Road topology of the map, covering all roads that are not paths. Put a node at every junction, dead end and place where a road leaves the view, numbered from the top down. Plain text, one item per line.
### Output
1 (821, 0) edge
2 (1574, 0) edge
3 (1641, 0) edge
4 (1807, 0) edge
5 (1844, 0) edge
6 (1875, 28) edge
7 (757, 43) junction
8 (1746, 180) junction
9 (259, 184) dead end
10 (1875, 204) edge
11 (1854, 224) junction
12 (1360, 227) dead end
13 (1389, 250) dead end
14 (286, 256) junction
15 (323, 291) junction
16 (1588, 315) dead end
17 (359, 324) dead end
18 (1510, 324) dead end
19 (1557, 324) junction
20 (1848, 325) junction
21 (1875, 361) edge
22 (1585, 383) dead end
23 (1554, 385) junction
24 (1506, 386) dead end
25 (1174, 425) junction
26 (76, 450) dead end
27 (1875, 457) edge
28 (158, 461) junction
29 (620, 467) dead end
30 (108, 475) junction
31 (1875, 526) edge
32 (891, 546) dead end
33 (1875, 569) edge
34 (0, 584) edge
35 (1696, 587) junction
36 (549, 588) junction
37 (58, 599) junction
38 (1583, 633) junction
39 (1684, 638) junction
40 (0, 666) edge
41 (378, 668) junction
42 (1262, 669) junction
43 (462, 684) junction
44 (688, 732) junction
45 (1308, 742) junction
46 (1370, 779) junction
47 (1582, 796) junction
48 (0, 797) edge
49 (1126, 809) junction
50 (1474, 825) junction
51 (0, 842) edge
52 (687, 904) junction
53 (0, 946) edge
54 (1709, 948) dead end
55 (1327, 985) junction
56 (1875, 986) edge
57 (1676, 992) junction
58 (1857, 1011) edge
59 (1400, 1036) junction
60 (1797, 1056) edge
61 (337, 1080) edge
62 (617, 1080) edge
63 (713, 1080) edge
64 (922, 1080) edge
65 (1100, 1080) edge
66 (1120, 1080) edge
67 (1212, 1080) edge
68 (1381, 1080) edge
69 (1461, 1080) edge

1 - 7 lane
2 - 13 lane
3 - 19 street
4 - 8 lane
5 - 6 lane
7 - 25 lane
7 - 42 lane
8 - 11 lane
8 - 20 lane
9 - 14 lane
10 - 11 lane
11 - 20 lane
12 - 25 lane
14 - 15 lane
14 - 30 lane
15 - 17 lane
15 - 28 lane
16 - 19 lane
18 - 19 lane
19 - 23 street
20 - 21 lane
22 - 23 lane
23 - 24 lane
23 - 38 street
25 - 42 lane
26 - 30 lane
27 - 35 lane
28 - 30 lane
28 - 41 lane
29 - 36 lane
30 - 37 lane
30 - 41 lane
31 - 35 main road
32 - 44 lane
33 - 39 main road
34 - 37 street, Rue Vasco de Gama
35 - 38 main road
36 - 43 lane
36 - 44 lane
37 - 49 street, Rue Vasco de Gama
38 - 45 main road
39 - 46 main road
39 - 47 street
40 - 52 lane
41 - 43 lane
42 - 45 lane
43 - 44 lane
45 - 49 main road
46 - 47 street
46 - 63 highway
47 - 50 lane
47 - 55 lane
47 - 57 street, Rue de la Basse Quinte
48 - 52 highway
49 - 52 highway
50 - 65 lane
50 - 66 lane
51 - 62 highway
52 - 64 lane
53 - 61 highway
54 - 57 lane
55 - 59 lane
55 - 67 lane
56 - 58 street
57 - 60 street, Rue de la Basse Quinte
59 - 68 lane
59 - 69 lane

━━━━━━━━

Exercise: Please copy every line in the entries where "Gama" appears.

Result for this task:
34 - 37 street, Rue Vasco de Gama
37 - 49 street, Rue Vasco de Gama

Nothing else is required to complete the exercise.